[DATA FOR PROCESSING]:
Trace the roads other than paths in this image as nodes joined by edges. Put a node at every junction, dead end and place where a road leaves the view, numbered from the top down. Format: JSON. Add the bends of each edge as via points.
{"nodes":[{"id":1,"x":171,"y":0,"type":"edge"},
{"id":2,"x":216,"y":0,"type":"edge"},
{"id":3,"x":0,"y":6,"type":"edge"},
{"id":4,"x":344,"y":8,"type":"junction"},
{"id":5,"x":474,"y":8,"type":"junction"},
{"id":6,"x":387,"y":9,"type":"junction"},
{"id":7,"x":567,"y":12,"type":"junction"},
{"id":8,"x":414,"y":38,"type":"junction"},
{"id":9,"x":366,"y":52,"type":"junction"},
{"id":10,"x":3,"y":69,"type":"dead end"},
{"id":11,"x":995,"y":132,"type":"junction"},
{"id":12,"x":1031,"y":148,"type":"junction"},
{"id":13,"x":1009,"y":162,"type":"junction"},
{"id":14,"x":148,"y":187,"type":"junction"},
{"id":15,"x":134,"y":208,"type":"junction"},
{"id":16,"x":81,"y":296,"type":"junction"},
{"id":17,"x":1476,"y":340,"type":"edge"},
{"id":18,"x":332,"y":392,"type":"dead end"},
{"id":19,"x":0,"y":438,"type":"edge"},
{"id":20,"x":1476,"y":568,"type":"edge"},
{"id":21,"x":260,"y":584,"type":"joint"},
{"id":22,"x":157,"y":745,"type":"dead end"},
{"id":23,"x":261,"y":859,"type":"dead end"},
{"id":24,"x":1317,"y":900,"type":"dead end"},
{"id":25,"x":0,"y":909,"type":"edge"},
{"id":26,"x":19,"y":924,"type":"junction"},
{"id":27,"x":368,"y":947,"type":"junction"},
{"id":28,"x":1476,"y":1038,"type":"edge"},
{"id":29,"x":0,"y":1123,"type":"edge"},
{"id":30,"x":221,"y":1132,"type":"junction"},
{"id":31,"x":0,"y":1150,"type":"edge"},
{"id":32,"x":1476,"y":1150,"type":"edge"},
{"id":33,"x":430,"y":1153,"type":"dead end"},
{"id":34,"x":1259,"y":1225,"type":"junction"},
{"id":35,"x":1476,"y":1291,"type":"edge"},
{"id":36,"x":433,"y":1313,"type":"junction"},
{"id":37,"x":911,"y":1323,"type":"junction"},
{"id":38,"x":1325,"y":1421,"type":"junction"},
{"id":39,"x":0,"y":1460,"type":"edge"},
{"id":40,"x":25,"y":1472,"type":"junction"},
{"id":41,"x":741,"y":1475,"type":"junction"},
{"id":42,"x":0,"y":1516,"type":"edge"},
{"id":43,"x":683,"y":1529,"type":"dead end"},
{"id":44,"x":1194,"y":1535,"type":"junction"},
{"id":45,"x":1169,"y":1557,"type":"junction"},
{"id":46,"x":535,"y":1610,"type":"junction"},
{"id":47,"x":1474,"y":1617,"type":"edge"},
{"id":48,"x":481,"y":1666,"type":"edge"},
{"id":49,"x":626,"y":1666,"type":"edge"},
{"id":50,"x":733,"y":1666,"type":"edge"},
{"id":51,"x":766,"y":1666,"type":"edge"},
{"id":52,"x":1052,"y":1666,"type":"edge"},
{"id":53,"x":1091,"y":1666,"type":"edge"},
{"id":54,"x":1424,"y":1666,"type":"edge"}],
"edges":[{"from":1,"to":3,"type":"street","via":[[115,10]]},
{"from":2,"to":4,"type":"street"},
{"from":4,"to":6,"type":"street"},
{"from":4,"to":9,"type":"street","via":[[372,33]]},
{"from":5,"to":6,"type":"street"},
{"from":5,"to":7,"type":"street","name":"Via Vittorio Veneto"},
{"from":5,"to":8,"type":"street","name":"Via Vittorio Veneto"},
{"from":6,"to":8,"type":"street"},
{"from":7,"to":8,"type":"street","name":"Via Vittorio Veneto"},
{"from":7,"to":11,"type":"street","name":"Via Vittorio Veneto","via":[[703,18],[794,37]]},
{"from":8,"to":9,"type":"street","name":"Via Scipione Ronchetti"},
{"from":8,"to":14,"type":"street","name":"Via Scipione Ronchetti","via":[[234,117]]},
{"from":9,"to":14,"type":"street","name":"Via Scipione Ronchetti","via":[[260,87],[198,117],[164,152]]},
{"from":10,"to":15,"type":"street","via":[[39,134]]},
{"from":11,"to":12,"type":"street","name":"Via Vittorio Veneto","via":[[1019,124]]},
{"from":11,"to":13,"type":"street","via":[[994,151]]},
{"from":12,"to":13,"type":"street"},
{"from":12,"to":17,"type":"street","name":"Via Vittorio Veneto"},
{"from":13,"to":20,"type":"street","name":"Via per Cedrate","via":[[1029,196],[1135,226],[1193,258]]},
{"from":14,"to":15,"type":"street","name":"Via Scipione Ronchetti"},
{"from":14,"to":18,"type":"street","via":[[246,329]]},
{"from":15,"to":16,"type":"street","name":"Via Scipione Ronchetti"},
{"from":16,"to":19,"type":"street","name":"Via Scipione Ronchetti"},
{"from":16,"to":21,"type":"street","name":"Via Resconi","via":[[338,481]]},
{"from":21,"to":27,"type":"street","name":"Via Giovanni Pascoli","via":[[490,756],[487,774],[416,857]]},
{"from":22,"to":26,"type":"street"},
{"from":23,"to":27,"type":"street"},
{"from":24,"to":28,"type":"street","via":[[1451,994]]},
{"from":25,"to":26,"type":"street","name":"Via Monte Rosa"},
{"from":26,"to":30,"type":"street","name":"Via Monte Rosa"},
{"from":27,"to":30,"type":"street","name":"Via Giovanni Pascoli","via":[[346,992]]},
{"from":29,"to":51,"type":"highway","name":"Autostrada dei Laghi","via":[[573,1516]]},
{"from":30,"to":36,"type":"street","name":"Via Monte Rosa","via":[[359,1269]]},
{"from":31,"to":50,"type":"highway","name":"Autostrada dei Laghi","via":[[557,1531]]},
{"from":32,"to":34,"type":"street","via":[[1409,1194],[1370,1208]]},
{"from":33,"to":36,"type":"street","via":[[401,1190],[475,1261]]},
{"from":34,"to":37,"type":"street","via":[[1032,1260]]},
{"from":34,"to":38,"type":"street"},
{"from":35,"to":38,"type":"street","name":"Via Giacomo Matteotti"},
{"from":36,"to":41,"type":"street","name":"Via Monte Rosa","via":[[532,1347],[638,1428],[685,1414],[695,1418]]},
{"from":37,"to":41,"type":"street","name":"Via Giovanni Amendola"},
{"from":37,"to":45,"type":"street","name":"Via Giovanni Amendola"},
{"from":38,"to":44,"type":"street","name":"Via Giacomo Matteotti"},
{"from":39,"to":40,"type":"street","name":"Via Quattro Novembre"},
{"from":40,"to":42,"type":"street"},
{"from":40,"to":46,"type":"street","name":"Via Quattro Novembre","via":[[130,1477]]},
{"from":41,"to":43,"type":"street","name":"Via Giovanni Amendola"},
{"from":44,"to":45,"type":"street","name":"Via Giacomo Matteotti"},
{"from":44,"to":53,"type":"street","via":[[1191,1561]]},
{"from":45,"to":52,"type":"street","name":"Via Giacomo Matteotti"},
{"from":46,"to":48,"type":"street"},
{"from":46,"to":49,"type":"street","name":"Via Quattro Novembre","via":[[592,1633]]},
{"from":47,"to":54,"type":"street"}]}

[WHAT IS EXPECTED]:
Check the data for the word "Laghi" and pull out the lines that have it.

[REPLY TO THE TASK]:
{"from":29,"to":51,"type":"highway","name":"Autostrada dei Laghi","via":[[573,1516]]},
{"from":31,"to":50,"type":"highway","name":"Autostrada dei Laghi","via":[[557,1531]]},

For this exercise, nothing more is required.